Das Gewicht im Griff
Die Nebenwirkung bestand darin, dass sich bei einer Anzahl von Studienpatient:innen, welche Islatravir als einmal wöchentliche Therapie zum Schlucken in hoher Dosierung eingenommen hatten, ein Abfall der T-Helferzellen gezeigt hatte. Der Hersteller konnte nun in neuen Studien nachweisen, dass diese Nebenwirkung bei täglicher Einnahme in einer sehr viel niedrigeren Dosierung nicht auftritt und die Wirksamkeit weiterhin hoch bleibt. Zudem zeigten sich unter Islatravir in den bisherigen Studien keine Hinweise auf eine übermässige Gewichtszunahme bei den Studienteilnehmenden. Dies ist deshalb nennenswert, da ein übermässiger Gewichtsanstieg unter Therapie mit den weltweit millionenfach eingesetzten HIV-Integrasehemmern auftreten kann und dieser Gewichtsanstieg möglicherweise zu Folgekomplikationen wie Bluthochdruck, Herzinfarkten und Diabetes mellitus führt. In der Schweiz ist eine weltweite Studie mit der Zweifachkombination Islatravir/Doravirin vor Kurzem gestartet. Bleibt zu hoffen, dass Islatravir zukünftig die antiretrovirale Therapie-Palette um eine vielversprechende Option erweitern wird.
Zukunft bereits jetzt: langwirksames Cabotegravir und Rilpivirin
Was lange Zeit noch Zukunft war, ist in der Schweiz seit einem Jahr Gegenwart: die Therapie mit der langwirksamen Injektionstherapie Cabotegravir und Rilpivirin.
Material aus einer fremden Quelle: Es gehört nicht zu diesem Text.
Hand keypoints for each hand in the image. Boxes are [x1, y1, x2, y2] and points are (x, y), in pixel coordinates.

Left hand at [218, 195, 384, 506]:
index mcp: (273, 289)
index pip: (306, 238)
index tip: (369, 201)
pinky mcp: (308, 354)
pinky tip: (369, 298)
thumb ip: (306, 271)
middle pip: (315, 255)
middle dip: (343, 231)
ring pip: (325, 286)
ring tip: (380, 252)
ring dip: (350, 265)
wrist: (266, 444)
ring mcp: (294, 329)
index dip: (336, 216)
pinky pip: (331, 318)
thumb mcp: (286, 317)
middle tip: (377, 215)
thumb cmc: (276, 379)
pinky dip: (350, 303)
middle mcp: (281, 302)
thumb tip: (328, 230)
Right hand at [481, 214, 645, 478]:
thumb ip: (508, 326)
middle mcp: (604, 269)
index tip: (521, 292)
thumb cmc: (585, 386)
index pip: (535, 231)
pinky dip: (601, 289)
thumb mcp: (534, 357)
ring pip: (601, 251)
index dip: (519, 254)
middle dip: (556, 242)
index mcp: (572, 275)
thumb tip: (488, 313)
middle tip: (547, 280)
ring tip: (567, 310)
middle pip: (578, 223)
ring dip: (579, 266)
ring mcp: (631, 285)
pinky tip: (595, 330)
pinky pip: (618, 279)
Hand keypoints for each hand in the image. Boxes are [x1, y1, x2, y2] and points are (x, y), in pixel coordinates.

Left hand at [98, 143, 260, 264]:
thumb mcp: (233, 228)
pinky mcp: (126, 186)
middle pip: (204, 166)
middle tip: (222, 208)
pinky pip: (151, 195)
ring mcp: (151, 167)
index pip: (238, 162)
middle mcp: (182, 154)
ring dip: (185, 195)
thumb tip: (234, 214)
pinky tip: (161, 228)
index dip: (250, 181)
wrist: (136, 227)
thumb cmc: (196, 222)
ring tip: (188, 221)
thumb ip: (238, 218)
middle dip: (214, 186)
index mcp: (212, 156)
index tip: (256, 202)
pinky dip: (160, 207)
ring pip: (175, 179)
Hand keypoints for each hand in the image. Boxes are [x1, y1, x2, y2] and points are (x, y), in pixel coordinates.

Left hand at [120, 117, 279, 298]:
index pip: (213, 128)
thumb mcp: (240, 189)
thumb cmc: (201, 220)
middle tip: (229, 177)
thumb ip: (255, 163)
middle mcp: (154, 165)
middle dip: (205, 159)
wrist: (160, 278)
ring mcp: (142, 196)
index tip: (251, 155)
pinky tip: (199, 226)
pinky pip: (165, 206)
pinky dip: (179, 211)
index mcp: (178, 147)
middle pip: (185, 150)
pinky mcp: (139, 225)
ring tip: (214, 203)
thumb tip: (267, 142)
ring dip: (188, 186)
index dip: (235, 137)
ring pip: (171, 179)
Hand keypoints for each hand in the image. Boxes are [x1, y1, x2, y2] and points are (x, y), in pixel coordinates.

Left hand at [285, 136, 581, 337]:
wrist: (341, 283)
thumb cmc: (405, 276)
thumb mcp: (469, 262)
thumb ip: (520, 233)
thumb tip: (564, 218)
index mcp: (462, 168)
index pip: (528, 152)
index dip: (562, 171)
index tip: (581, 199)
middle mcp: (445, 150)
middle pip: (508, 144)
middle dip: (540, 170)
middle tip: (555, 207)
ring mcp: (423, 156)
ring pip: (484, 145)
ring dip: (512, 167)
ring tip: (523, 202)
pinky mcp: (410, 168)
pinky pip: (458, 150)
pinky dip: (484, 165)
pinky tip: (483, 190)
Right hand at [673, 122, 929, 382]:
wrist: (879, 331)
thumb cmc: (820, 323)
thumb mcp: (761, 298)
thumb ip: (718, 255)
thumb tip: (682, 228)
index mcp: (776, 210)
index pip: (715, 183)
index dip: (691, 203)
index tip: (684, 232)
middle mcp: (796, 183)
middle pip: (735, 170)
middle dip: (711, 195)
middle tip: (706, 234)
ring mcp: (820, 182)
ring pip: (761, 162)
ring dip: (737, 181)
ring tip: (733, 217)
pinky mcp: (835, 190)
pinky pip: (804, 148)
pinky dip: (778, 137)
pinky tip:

Beide Medikamente werden in zweimonatlichen Intervallen gleichzeitig in die beiden Gesässmuskeln verabreicht. Wichtig zu wissen ist, dass diese Injektionstherapie nur bei Personen möglich ist, welche bereits unter einer antiretroviralen Therapie stehen, dabei eine unterdrückte Viruslast aufweisen und in der Vergangenheit kein Therapieversagen hatten. Da eine Injektion in den Muskel bei unsachgemässer Verabreichung zu Komplikationen führen kann, muss die Therapie durch eine Medizinalperson verabreicht werden. Es sei hier erwähnt, dass die Herstellerfirma in laufenden Studien eine alternative Verabreichung ins Unterhautfettgewebe untersucht, welche dereinst eine Selbstverabreichung durch die Patient:innen ermöglichen könnte. In Deutschland ist das langwirksame Cabotegravir/Rilpivirin bereits seit zwei Jahren auf dem Markt, entsprechend konnte der Symposiumsreferent aus Deutschland, Privatdozent Christoph Wyen, bereits mit etwas Erfahrung über diese Therapieoption sprechen. Wyen erzählte, dass die langwirksame Therapie mit Cabotegravir und Rilpivirin bei seinen Patient:innen auf Anklang stosse und sich eingangs gestellte Befürchtungen unter anderem bezüglich Logistik in seiner Praxis nicht bewahrheitet hätten.
Nicht für alle gleicht gut
Trotz der überwiegend positiven Rückmeldungen der Patient:innen unter Cabotegravir/Rilpivirin wechseln nach einem Jahr circa 10 Prozent der Patient:innen wieder auf die alte Therapie in Schluckform zurück, da sie die zweimonatlichen Termine für die Verabreichung der Medikamente in der Praxis nicht einhalten können oder unter Nebenwirkungen im Bereich der Injektionsstelle leiden. Im Einklang mit den Studiendaten, welche bei richtiger Selektion der Patient:innen eine sehr hohe Wirksamkeit von Cabotegravir/Rilpivirin gezeigt haben, sieht auch Wyen bei der sehr grossen Mehrzahl der Patient:innen unter Cabotegravir/Rilpivirin eine unterdrückte Viruslast. Wyen berichtet aber auch von einem ungeklärten Fall, in dem es trotz sachgemässer Verabreichung zu einem virologischen Versagen mit Resistenzentwicklung gekommen sei – einem Phänomen, das insgesamt sehr selten ist, aber für die Betroffenen gravierende Folgen haben kann.
Fazit: HIV-Heilung als Ziel
In Bezug auf neue Medikamente und innovative Verabreichungsformen stellt sich die Zukunft der Behandlung der HIV-Infektion glanzvoll dar – insbesondere, da auch seitens Firmen und Ärzt:innen weiterhin ein grosser Forschungswille besteht. Es sei allen Patient:innen gedankt, welche bereit sind, an Studien zur Erforschung neuer Medikamente teilzunehmen. Denn nur durch Forschung erreicht man Fortschritt. Dabei soll nicht vergessen gehen, dass wir alle zusammen weiterhin ein ultimatives Ziel erreichen wollen: die HIV-Heilung. Dieses Thema soll aber Gegenstand eines zukünftigen Symposiums sein – und Platz in den SAN finden.